:: WHAT IS NEEDED ::
For this exercise, transcribe every line of the material exactly and skip the pictures.

Start of RECORDS

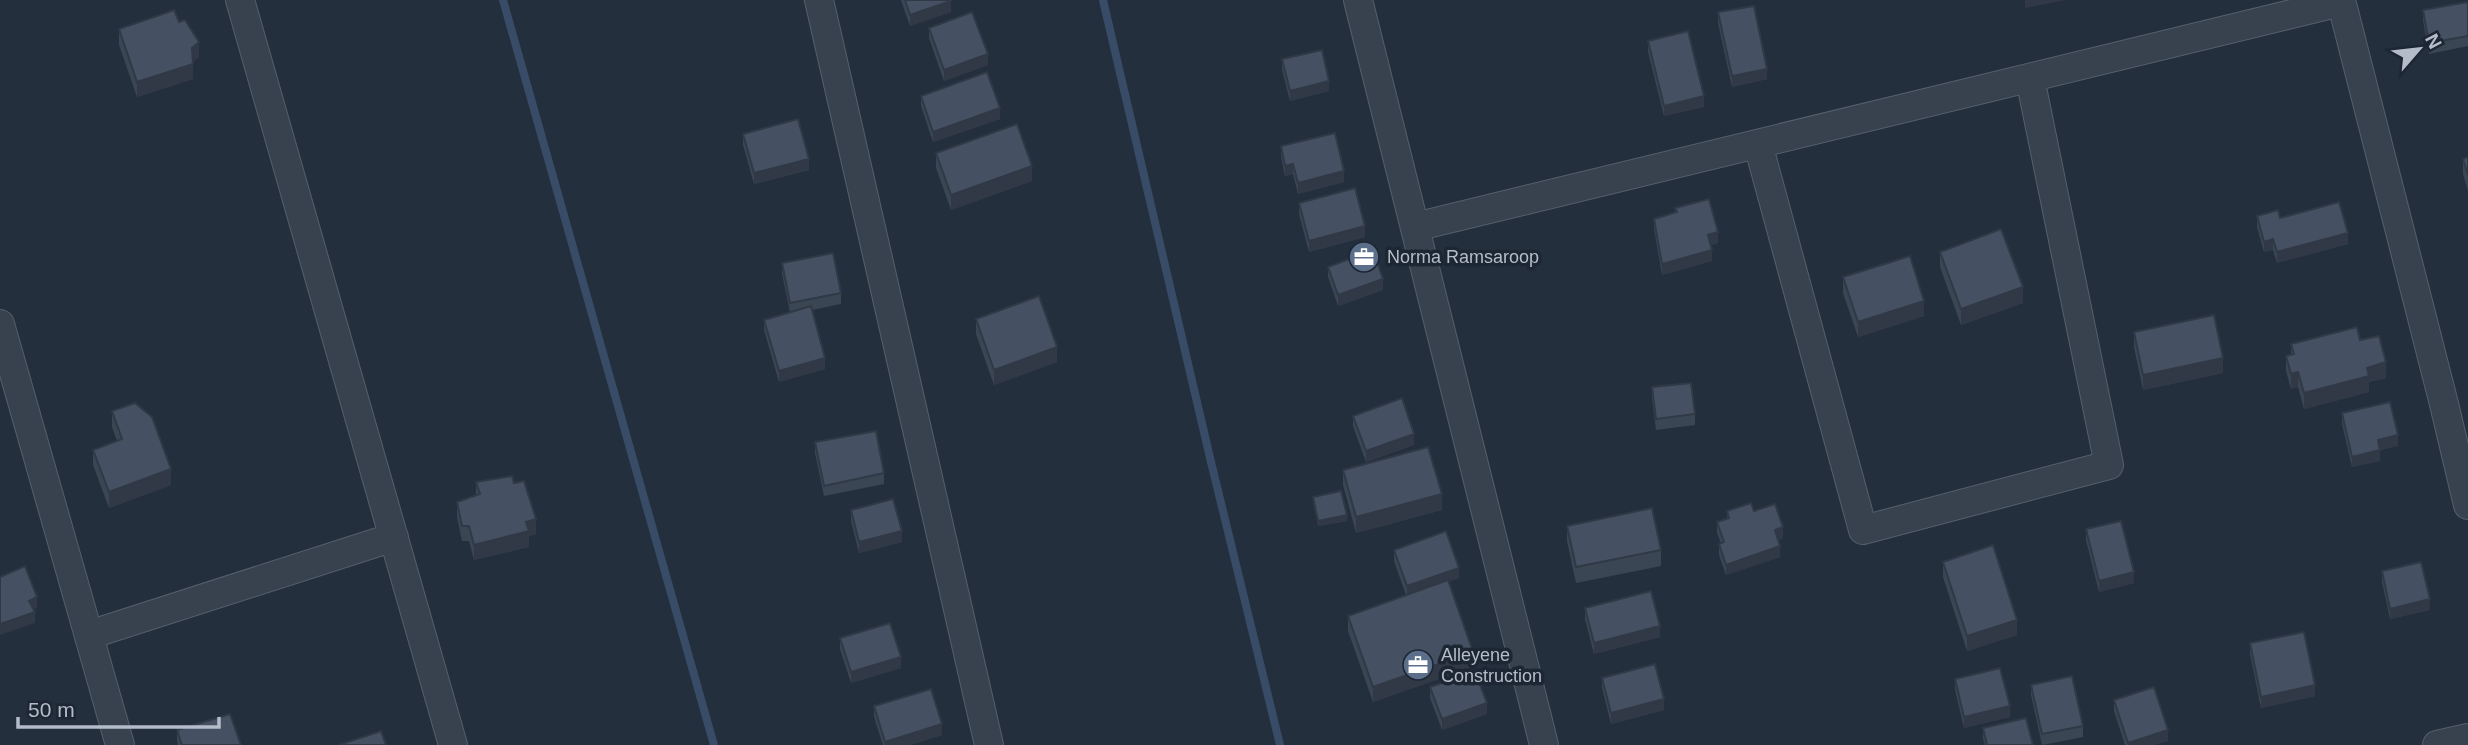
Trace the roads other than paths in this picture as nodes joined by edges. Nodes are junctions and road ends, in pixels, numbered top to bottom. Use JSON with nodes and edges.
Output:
{"nodes":[{"id":1,"x":240,"y":0,"type":"edge"},
{"id":2,"x":819,"y":0,"type":"edge"},
{"id":3,"x":1358,"y":0,"type":"edge"},
{"id":4,"x":2341,"y":1,"type":"edge"},
{"id":5,"x":2030,"y":78,"type":"junction"},
{"id":6,"x":1758,"y":144,"type":"junction"},
{"id":7,"x":1415,"y":227,"type":"junction"},
{"id":8,"x":0,"y":324,"type":"edge"},
{"id":9,"x":2456,"y":401,"type":"edge"},
{"id":10,"x":2468,"y":505,"type":"edge"},
{"id":11,"x":394,"y":537,"type":"junction"},
{"id":12,"x":89,"y":635,"type":"junction"},
{"id":13,"x":2468,"y":738,"type":"edge"},
{"id":14,"x":120,"y":745,"type":"edge"},
{"id":15,"x":453,"y":745,"type":"edge"},
{"id":16,"x":989,"y":745,"type":"edge"},
{"id":17,"x":1544,"y":745,"type":"edge"},
{"id":18,"x":2437,"y":745,"type":"edge"}],
"edges":[{"from":1,"to":11,"type":"street"},
{"from":2,"to":16,"type":"street"},
{"from":3,"to":7,"type":"street"},
{"from":4,"to":5,"type":"street"},
{"from":4,"to":9,"type":"street"},
{"from":5,"to":6,"type":"street"},
{"from":5,"to":6,"type":"street"},
{"from":6,"to":7,"type":"street"},
{"from":7,"to":17,"type":"street"},
{"from":8,"to":12,"type":"street"},
{"from":9,"to":10,"type":"street"},
{"from":11,"to":12,"type":"street"},
{"from":11,"to":15,"type":"street"},
{"from":12,"to":14,"type":"street"},
{"from":13,"to":18,"type":"street"}]}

End of RECORDS

:: WRITTEN RESPONSE ::
Trace the roads other than paths in this picture as nodes joined by edges. Nodes are junctions and road ends, in pixels, numbered top to bottom. Use JSON with nodes and edges.
Output:
{"nodes":[{"id":1,"x":240,"y":0,"type":"edge"},
{"id":2,"x":819,"y":0,"type":"edge"},
{"id":3,"x":1358,"y":0,"type":"edge"},
{"id":4,"x":2341,"y":1,"type":"edge"},
{"id":5,"x":2030,"y":78,"type":"junction"},
{"id":6,"x":1758,"y":144,"type":"junction"},
{"id":7,"x":1415,"y":227,"type":"junction"},
{"id":8,"x":0,"y":324,"type":"edge"},
{"id":9,"x":2456,"y":401,"type":"edge"},
{"id":10,"x":2468,"y":505,"type":"edge"},
{"id":11,"x":394,"y":537,"type":"junction"},
{"id":12,"x":89,"y":635,"type":"junction"},
{"id":13,"x":2468,"y":738,"type":"edge"},
{"id":14,"x":120,"y":745,"type":"edge"},
{"id":15,"x":453,"y":745,"type":"edge"},
{"id":16,"x":989,"y":745,"type":"edge"},
{"id":17,"x":1544,"y":745,"type":"edge"},
{"id":18,"x":2437,"y":745,"type":"edge"}],
"edges":[{"from":1,"to":11,"type":"street"},
{"from":2,"to":16,"type":"street"},
{"from":3,"to":7,"type":"street"},
{"from":4,"to":5,"type":"street"},
{"from":4,"to":9,"type":"street"},
{"from":5,"to":6,"type":"street"},
{"from":5,"to":6,"type":"street"},
{"from":6,"to":7,"type":"street"},
{"from":7,"to":17,"type":"street"},
{"from":8,"to":12,"type":"street"},
{"from":9,"to":10,"type":"street"},
{"from":11,"to":12,"type":"street"},
{"from":11,"to":15,"type":"street"},
{"from":12,"to":14,"type":"street"},
{"from":13,"to":18,"type":"street"}]}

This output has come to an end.